The OC and the Emergence of the Super Gay

Leann Crosson
6 min readMay 19, 2020


Photo by Sharon McCutcheon on Unsplash

A Coming Out Story…

“I’m just having an allergic reaction to the universe” –Seth Cohen

I hold the The OC solely responsible for my love of the alternative rock band The Dandy Warhols, the time I spent guzzling vodka in the school bathroom and the awakening of my burgeoning sexuality. It was 2005 and I was in junior high. My friends and I would host watch parties and sleepovers for the latest episode of the “pop cultural phenomenon” every week. Were you a Summer Roberts or a Marissa Cooper? I was tall, lanky, blonde and experimenting with self destruction so I was undeniably a Marissa.

One fateful night I’d been banished to my bedroom after accusations flew around our house that I was flushing my stepfather’s cigarettes down the toilet. No comment. I sat alone on my bed in pastel pink, silk pajamas as the episode of Marissa and Alex Kelly (girl Alex) locking lips for the first time aired right before my titillated eyes. I slipped right off my bed and was instantly on the fast track to becoming the gayest person the world had ever seen.

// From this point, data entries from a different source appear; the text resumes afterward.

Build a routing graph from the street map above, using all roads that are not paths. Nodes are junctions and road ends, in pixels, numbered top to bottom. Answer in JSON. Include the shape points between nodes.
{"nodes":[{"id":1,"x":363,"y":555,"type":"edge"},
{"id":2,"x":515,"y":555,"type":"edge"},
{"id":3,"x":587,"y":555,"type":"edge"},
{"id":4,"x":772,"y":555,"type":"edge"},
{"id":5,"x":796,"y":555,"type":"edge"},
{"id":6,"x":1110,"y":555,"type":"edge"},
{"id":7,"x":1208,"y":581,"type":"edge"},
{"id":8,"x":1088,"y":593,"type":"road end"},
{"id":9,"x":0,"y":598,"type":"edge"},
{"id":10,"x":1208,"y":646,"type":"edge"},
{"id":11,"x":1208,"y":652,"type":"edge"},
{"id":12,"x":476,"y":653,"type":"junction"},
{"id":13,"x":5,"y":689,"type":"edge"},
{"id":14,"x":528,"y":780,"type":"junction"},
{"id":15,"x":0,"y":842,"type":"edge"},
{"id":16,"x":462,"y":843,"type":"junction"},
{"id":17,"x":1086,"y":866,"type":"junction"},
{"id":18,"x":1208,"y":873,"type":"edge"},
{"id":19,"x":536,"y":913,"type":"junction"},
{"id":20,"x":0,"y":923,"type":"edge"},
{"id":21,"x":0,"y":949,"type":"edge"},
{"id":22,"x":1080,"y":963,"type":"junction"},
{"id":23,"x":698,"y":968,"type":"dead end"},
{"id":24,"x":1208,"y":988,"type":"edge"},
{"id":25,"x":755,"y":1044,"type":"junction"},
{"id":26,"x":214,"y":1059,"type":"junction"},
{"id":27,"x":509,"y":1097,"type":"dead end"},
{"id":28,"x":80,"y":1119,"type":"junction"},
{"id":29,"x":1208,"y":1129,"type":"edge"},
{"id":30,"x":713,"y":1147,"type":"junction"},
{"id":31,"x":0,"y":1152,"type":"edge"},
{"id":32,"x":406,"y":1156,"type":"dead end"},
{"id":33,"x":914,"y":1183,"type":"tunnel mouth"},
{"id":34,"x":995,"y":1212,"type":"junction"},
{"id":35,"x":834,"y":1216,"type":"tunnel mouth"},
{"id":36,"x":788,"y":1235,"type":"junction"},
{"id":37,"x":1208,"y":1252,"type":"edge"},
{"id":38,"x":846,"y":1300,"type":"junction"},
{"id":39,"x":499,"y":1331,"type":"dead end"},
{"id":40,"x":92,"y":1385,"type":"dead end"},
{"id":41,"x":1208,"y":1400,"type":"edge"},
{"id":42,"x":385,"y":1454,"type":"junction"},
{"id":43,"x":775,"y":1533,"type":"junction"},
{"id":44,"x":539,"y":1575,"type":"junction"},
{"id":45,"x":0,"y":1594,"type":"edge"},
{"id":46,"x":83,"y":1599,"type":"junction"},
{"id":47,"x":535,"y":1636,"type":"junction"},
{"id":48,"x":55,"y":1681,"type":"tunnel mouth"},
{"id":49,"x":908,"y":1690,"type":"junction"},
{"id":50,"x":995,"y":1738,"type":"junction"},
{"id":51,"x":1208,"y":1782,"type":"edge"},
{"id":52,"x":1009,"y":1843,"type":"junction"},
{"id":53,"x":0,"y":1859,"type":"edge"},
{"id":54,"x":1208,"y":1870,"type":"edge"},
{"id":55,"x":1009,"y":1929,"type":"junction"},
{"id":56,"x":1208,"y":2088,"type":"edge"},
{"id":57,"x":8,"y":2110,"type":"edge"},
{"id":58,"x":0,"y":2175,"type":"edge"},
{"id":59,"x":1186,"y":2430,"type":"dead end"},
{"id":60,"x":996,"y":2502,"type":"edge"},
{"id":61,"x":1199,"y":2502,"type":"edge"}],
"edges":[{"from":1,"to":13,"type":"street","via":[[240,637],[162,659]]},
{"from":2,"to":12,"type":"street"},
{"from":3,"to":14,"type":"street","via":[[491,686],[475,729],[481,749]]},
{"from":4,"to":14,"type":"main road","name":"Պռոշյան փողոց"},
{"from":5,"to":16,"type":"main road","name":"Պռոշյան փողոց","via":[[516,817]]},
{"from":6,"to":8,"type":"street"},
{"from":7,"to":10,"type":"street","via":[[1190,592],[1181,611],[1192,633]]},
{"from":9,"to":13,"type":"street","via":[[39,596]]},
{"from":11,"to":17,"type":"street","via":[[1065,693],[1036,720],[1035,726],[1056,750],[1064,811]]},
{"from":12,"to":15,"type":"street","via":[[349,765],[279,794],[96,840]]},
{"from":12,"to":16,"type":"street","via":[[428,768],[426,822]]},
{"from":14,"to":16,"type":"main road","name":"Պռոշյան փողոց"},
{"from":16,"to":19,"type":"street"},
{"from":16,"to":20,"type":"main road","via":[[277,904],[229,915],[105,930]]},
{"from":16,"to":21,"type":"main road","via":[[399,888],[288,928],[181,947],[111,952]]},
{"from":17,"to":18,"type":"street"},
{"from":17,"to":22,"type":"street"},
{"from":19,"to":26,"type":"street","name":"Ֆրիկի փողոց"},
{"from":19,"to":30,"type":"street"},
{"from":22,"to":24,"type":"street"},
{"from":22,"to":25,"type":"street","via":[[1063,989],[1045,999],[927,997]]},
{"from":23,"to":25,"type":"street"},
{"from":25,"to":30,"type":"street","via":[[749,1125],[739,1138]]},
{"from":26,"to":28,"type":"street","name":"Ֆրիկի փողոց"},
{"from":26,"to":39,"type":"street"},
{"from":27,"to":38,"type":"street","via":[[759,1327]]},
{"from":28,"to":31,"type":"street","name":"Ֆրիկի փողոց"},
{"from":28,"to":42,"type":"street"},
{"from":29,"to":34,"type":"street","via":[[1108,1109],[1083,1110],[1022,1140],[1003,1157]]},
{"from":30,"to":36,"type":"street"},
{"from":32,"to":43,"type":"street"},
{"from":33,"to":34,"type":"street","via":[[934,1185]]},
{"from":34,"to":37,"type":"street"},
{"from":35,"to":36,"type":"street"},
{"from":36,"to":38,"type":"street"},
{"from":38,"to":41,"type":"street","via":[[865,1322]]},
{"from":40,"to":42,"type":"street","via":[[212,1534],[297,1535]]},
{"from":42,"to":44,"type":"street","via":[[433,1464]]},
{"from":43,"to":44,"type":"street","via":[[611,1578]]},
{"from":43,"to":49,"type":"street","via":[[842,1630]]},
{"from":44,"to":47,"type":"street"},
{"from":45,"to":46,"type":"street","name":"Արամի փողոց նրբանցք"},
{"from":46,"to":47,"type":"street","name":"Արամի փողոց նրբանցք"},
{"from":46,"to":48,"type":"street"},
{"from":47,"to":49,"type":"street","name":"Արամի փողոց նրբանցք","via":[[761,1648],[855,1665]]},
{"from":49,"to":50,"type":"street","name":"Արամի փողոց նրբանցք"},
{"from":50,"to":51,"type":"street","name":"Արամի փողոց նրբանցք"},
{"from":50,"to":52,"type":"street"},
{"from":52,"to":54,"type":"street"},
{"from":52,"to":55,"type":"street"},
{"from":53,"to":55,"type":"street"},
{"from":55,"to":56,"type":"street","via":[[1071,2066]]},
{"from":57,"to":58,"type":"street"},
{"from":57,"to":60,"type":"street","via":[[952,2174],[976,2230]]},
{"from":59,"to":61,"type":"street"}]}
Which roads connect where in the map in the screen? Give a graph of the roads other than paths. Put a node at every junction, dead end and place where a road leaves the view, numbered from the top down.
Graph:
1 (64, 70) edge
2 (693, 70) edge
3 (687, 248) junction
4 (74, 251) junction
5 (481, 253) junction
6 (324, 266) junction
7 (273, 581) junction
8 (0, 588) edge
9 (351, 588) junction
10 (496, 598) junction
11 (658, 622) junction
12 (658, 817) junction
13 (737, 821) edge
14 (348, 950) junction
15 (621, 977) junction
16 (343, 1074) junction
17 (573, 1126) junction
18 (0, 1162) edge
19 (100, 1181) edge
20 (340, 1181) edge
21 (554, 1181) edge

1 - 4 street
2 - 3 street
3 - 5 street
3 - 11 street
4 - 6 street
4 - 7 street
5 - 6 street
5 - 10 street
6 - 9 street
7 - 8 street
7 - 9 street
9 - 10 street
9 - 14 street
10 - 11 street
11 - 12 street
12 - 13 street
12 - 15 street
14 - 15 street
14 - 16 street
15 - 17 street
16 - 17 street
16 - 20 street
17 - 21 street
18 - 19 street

I suppose I’d always known I liked girls but I didn’t realize I liked them any more than the other girls I went to school with liked them. You might think tearing out the lingerie pages of my mother’s JcPenney catalogs might be a tip off. Hiding the photos with the sheerest bras in between my mattress and box spring wasn’t either ringing any bells for me, either. I knew enough to know this should be kept a secret but not enough to understand why. My personal gaydar must have been on mute; up until this night I had never questioned my sexuality because I dated boys, lots of boys. I was boy crazy, in fact! I often got bored with them after a day or so but who didn’t?

This night had me contemplating everything about my life and my female friendships. Was I just enamored with them? I felt lightheaded every time a pretty girl smiled at me in the hallways, I relished the way their satiny hands felt in mine when I painted their nails and I savored the Chap Stick on my lips after letting a girl friend borrow it. I’d often have sleepovers with my best friend and come home the next day feeling both invigorated and empty like it was cut short.

Observing these two women kissing in my bedroom held me captive salivating from my seat on the floor. Something was happening inside me tonight and I was buckled in for the journey to self discovery. But first, I needed to see them kiss again. I pulled up the TV Guide channel and discovered it would air again in another two hours when I’d be asleep. I found an old VHS tape under the bed. I previously used it to save some other spank bank material (Titanic) and popped it in to record, making the executive decision that The Lesbian Beach Kiss trumps Titties. I watched the “draw me like one of your French girls…wearing only this” scene for one last time. I bid it adieu and stared at my ceiling for the rest of the night.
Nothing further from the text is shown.